Kajian perdana ormas berbasis dayah yang beraqidah ahlussunnah wal jamaah ini,  diisi oleh Tgk Muhammad Faisal, M. Ag, pimpinan Dayah Darul Ihsan, Abu Hasan Krueng Kalee.

Kajian ini mengupas kitab peninggalan Abu Krueng Kalee ad-Durar as-Saniyyah Fî ar-Radd ‘Alâ al-Wahhâbiyyah (mutiara berharga dalam rangka menolak paham wahabi) karya asy-Syaikh as-Sayyid Ahmad Zaini Dahlan, mufti madzhab Syafi’i di Mekah (w 1304 H).

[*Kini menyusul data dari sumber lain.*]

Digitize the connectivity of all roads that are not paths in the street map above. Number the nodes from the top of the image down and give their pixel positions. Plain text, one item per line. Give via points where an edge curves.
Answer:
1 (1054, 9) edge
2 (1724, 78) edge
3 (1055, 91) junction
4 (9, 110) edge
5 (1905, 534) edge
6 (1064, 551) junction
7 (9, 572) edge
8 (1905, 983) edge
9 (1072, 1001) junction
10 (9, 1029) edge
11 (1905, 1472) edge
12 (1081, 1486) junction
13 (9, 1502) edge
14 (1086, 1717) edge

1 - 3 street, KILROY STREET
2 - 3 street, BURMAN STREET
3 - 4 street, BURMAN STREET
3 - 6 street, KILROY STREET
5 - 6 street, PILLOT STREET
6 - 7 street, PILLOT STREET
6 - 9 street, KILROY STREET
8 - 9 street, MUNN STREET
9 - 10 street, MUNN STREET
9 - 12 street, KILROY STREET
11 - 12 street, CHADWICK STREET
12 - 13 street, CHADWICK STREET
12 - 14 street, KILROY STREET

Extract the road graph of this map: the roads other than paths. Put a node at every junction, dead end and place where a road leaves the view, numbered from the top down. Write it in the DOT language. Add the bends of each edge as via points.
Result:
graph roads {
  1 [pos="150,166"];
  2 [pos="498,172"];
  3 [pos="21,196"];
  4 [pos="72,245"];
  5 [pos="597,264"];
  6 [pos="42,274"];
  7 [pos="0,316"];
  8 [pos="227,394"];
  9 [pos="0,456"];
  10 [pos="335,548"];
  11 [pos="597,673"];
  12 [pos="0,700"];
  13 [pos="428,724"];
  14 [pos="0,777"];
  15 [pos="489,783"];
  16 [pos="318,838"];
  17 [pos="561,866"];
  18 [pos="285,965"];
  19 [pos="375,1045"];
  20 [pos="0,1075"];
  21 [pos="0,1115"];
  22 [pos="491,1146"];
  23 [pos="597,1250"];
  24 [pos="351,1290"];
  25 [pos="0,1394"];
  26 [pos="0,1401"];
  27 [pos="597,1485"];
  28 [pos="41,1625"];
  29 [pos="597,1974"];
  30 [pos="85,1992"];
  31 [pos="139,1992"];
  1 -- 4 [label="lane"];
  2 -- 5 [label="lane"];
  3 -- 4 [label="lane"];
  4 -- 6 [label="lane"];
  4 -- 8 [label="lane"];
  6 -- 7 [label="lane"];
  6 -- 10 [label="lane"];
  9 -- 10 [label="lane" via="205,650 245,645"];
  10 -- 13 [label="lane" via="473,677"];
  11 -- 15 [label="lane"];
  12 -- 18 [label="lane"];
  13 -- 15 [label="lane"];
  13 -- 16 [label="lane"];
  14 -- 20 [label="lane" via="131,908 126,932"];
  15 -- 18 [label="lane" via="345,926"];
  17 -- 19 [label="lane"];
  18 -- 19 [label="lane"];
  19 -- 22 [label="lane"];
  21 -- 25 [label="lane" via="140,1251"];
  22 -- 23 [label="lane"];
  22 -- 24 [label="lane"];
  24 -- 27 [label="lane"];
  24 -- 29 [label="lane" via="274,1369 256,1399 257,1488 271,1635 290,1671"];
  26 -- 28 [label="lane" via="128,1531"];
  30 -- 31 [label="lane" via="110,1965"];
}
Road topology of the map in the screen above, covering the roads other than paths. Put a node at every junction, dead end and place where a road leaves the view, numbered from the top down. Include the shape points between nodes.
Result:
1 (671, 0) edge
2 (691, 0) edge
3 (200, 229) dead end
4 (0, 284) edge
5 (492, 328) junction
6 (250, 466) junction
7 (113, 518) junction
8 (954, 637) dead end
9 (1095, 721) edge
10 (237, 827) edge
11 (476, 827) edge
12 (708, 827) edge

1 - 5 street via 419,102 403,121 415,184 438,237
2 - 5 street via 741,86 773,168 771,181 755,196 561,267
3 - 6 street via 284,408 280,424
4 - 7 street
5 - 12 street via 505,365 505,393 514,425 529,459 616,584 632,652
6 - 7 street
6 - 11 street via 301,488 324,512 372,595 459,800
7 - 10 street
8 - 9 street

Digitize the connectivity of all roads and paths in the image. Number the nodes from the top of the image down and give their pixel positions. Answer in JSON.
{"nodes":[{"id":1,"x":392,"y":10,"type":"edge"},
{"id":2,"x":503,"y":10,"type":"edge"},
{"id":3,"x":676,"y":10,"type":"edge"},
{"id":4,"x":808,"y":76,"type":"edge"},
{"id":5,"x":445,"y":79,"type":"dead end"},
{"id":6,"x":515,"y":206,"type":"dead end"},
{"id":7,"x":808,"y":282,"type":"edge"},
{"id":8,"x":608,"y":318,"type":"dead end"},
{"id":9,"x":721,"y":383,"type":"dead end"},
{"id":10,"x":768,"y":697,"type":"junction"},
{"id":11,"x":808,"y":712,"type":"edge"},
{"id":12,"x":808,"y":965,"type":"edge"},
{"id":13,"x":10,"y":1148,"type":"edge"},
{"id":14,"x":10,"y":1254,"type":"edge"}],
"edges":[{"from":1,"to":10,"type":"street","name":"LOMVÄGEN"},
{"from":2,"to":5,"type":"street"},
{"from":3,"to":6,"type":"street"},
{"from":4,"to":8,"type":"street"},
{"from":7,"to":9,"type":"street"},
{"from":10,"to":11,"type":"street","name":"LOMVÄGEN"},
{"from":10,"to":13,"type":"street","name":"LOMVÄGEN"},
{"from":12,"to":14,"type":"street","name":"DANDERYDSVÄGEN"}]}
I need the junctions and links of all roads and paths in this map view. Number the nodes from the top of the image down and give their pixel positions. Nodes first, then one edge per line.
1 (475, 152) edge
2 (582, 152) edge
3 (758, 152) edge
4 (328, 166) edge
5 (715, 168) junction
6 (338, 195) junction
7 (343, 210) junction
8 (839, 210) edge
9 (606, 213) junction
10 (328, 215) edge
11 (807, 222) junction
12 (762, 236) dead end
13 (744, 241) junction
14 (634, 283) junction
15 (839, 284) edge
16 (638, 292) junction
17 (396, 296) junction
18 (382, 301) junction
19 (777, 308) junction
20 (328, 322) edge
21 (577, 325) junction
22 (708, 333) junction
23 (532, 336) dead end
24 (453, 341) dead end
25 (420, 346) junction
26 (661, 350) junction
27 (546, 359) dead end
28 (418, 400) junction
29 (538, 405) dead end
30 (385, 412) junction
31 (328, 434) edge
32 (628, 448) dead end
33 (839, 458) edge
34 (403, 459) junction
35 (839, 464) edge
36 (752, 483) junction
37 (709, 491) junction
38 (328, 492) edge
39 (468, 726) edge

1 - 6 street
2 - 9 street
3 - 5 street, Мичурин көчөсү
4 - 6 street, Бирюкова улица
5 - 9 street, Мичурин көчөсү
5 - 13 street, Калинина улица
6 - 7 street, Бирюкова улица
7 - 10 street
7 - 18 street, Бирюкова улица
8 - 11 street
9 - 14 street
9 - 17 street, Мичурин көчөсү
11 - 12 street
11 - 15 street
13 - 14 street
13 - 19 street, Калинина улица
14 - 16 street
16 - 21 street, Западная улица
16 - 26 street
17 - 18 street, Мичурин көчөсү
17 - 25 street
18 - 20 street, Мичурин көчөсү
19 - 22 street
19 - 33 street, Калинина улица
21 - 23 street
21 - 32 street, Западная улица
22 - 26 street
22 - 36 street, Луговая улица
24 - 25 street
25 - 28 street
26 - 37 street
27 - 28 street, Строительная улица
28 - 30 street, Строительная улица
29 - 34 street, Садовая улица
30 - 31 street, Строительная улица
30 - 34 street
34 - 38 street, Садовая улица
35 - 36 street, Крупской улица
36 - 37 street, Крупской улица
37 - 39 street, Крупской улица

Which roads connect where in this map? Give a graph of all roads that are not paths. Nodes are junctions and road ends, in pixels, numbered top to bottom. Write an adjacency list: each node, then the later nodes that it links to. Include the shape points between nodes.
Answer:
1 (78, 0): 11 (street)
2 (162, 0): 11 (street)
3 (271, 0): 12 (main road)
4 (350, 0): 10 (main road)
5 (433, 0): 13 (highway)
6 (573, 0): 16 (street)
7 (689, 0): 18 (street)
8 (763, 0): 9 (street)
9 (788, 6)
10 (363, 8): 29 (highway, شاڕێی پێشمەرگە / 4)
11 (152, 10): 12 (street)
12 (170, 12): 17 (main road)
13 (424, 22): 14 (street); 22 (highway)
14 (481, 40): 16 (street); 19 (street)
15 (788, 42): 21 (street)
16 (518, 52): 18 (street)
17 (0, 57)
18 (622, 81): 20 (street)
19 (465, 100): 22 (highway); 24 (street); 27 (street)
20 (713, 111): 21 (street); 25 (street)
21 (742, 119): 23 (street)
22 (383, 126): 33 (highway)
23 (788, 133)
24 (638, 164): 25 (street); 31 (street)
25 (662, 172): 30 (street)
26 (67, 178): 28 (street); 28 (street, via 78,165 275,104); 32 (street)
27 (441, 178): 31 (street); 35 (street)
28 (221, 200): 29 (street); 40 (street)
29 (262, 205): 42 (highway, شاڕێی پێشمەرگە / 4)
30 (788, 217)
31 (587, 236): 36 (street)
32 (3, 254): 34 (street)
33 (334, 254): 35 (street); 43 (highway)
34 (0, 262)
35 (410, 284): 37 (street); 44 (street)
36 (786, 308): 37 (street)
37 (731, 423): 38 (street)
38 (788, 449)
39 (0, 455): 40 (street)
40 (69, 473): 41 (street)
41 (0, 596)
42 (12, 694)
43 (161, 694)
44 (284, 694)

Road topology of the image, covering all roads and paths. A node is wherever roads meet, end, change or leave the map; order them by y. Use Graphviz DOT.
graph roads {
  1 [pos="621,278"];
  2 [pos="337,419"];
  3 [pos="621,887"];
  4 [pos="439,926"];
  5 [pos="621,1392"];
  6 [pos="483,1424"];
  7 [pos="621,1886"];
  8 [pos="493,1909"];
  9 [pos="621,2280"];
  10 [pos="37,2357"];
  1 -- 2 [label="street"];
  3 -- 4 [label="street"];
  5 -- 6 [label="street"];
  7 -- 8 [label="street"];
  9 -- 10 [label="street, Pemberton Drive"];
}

Pada mukadimah, pemateri  mensyarah  hadits Jibril tentang Islam, Iman dan Ihsan.
Dari hadist Jibril inilah para ulama mengkodefikasi ilmu dalam Islam, misalnya dari pertanyaan Iman, para ulama membuat kaidah dalam ilmu yang kita kenal hari ini dengan ilmu Tauhid, Ilmu Kalam, Ilmu Aqaid, Ilmu Ushuluddin, dan ada juga istilah Abi Hanifah dengan al Fiqh al Akbar.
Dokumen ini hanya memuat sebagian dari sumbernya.